Machine Learning for OpenCV
Machine Learning for OpenCV is published by Packt Publishing in July 2017. This book has 382 pages in English, ISBN-13 978-1783980284.
Machine learning is no longer just a buzzword, it is all around us: from protecting your email, to automatically tagging friends in pictures, to predicting what movies you like. Computer vision is one of today’s most exciting application fields of machine learning, with Deep Learning driving innovative systems such as self-driving cars and Google’s DeepMind.
OpenCV lies at the intersection of these topics, providing a comprehensive open-source library for classic as well as state-of-the-art computer vision and machine learning algorithms.

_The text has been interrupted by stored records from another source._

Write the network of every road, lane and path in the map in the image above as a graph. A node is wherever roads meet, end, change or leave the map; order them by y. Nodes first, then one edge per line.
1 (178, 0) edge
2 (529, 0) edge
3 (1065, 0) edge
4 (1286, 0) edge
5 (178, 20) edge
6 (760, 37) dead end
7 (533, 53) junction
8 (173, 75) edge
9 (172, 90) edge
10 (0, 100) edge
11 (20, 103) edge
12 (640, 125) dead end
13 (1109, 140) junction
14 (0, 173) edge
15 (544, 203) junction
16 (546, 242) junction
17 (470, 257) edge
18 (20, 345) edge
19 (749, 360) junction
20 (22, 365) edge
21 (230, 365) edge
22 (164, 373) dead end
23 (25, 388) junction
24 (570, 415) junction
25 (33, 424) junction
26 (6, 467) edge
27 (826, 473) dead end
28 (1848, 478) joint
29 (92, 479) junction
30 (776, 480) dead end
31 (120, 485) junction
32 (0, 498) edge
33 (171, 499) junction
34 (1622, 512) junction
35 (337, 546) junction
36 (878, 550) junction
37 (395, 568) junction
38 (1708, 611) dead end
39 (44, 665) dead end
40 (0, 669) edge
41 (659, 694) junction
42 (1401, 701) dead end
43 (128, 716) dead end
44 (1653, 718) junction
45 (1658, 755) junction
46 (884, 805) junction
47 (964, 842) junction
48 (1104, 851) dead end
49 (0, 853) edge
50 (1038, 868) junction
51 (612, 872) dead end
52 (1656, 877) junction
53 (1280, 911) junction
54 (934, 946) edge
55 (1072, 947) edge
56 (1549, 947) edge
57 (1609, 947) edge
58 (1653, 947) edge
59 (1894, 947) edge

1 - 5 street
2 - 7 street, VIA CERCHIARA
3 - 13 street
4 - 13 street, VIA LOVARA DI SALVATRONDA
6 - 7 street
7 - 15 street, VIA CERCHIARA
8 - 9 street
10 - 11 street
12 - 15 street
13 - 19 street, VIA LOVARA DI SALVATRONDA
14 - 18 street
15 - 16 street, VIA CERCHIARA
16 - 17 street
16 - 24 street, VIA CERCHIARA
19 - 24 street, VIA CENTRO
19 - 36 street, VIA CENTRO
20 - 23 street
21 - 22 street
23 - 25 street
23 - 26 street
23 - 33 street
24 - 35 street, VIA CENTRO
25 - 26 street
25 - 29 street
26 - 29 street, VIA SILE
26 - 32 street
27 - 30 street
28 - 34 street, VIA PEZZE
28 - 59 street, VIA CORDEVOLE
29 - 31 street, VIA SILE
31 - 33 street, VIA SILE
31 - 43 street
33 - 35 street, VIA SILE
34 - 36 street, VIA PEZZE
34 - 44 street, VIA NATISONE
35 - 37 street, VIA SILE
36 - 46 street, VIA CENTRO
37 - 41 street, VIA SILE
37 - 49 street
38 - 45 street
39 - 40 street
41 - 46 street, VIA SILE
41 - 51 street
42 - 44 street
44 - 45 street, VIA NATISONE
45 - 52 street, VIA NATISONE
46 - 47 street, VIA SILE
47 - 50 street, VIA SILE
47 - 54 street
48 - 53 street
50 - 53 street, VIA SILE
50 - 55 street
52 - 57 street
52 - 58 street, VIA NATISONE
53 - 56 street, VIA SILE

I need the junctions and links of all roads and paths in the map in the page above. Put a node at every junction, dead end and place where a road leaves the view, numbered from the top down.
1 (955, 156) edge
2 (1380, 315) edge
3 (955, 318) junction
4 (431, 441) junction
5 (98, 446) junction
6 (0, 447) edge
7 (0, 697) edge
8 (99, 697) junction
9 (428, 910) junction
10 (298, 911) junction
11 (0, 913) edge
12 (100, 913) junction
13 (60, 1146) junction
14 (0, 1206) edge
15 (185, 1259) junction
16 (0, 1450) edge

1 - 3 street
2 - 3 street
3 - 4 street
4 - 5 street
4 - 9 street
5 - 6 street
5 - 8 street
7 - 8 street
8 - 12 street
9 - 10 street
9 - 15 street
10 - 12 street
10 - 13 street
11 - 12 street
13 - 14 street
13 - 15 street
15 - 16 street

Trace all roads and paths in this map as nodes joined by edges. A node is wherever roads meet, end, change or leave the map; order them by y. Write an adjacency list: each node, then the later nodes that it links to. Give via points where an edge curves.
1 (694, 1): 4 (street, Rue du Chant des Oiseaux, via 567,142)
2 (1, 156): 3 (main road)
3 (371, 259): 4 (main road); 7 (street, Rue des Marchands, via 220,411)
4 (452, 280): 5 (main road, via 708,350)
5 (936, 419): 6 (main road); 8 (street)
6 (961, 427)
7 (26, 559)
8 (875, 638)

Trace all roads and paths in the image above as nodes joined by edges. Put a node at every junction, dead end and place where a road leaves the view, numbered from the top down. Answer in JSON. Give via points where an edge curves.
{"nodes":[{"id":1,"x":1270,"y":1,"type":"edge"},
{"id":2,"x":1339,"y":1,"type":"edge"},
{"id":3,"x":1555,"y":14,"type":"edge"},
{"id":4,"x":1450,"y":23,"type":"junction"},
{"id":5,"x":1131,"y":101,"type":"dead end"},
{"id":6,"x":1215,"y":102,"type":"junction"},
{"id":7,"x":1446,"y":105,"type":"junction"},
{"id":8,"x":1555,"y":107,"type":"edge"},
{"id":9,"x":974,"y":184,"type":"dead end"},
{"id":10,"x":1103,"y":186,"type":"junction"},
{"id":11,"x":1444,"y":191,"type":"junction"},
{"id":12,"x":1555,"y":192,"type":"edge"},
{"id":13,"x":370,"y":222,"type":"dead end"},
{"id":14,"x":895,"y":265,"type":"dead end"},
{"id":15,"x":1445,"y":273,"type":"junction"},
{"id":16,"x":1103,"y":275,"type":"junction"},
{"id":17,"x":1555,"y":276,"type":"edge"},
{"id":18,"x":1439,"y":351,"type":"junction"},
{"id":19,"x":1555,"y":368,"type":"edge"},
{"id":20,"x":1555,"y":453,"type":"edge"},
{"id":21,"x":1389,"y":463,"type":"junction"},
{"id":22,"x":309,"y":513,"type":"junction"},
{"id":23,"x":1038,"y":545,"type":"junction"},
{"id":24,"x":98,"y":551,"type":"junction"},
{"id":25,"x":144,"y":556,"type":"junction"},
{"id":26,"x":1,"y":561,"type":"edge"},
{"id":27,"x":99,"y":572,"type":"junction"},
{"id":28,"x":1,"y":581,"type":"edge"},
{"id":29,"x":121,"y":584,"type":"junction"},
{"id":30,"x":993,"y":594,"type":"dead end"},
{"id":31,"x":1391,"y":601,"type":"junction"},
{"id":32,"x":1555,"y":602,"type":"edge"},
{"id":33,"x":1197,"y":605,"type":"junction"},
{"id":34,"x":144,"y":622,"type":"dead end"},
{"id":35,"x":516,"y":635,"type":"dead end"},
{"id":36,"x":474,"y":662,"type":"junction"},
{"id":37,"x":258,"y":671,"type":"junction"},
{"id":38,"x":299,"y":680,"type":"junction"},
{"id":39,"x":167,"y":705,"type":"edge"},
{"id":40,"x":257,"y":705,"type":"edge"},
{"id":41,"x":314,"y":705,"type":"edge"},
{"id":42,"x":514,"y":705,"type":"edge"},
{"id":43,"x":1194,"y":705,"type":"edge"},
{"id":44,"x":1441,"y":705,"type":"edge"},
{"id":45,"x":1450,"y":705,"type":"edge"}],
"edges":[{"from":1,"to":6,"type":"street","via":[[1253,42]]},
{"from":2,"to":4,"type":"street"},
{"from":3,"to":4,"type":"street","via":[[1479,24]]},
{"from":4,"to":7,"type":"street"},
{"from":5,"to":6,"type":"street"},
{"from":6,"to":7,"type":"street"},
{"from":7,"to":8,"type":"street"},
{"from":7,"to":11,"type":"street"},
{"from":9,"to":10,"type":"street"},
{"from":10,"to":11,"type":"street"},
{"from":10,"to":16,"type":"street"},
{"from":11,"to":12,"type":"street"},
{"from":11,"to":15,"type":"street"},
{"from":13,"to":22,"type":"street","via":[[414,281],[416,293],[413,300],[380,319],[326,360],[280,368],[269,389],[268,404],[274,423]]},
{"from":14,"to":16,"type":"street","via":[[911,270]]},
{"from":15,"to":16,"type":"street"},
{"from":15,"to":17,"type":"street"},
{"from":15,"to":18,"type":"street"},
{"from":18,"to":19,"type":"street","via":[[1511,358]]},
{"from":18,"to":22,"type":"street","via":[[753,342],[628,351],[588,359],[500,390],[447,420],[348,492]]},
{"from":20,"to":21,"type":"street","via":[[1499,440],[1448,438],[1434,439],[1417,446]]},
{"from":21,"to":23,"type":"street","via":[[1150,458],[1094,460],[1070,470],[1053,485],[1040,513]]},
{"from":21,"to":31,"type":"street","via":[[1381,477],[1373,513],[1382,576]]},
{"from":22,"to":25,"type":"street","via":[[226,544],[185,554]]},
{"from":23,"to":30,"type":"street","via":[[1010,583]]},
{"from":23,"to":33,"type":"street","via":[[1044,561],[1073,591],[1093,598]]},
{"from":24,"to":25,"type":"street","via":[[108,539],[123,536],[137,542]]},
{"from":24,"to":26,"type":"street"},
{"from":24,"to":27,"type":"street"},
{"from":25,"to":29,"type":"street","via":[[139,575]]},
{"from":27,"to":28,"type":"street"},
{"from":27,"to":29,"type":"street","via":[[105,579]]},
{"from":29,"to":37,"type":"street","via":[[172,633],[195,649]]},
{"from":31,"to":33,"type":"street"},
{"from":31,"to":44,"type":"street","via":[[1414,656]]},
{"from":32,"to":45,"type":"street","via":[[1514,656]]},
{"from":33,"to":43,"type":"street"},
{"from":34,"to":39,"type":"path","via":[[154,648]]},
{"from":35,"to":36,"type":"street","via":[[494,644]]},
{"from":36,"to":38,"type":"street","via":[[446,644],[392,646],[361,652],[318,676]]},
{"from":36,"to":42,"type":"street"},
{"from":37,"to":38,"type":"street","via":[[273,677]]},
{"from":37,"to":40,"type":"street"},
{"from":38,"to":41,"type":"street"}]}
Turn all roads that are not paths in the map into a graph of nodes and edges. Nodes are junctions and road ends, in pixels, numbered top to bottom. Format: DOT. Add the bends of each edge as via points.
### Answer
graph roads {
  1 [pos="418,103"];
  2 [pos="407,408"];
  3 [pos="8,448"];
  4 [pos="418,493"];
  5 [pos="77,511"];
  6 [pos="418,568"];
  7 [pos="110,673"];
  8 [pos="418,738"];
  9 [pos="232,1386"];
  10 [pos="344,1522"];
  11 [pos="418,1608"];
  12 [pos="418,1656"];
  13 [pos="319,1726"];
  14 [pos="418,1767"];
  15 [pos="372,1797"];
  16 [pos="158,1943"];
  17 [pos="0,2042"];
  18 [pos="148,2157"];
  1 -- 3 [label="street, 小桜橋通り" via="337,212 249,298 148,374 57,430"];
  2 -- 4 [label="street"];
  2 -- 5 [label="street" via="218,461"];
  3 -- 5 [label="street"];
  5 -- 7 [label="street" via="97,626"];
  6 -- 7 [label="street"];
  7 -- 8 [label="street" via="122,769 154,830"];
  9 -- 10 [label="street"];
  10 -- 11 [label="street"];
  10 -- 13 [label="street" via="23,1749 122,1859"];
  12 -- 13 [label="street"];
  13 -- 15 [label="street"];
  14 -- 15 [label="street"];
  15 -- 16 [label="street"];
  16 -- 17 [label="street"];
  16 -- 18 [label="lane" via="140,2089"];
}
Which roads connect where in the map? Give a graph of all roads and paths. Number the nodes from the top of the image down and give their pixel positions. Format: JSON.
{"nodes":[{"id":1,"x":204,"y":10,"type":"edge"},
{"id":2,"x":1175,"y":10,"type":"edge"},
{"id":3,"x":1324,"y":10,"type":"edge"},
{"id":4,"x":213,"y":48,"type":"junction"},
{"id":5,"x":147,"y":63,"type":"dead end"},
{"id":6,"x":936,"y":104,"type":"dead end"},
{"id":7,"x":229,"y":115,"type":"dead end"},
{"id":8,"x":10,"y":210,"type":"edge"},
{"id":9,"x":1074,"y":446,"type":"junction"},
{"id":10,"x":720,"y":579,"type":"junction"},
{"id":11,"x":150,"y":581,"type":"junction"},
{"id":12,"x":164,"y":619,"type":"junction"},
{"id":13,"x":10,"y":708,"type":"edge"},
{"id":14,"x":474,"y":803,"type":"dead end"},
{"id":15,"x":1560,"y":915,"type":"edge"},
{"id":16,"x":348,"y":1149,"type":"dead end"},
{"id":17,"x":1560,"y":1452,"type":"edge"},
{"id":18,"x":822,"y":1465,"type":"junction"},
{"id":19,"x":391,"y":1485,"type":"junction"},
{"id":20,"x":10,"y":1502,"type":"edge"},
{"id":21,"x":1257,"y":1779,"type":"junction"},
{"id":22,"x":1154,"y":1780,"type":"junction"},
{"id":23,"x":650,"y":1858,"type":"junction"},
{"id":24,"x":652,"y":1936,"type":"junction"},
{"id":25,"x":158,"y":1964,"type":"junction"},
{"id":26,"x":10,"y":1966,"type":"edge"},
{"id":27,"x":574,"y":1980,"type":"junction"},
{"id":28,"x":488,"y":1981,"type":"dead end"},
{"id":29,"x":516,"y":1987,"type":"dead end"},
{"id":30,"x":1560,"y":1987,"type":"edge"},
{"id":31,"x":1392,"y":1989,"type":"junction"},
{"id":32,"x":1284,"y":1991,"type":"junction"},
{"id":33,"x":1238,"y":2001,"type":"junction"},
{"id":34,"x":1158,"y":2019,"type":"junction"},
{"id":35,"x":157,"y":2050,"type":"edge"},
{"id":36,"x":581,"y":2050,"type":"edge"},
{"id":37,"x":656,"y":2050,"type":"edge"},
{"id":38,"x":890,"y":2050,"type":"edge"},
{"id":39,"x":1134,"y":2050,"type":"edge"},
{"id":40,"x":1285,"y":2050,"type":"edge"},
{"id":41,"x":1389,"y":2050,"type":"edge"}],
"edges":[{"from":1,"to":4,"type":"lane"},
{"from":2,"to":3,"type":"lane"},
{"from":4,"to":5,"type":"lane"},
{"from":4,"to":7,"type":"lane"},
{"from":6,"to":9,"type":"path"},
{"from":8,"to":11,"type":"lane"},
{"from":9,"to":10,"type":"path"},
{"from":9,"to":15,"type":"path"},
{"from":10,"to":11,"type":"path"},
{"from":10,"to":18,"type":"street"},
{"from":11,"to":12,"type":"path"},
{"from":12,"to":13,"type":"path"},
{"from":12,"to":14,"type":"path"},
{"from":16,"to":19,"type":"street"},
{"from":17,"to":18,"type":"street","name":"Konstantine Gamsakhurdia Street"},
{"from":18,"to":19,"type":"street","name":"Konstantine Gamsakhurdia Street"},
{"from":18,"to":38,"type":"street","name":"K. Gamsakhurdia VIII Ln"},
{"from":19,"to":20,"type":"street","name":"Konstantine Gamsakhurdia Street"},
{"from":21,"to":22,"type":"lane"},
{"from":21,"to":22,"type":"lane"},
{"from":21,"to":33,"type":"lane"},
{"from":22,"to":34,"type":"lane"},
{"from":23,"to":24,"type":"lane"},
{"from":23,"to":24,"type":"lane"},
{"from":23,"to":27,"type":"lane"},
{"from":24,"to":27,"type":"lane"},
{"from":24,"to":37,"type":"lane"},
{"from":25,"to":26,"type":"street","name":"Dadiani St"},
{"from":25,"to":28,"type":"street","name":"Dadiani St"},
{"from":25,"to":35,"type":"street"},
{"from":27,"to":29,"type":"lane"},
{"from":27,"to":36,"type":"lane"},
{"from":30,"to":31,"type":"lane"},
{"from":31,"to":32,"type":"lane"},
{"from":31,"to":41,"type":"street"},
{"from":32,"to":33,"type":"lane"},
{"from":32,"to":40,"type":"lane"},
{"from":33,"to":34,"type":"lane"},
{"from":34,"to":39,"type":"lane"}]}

In combination with Python Anaconda, you will have access to all the open-source computing libraries you could possibly ask for.
Machine learning for OpenCV begins by introducing you to the essential concepts of statistical learning, such as classification and regression. Once all the basics are covered, you will start exploring various algorithms such as decision trees, support vector machines, and Bayesian networks, and learn how to combine them with other OpenCV functionality. As the book progresses, so will your machine learning skills, until you are ready to take on today’s hottest topic in the field: Deep Learning.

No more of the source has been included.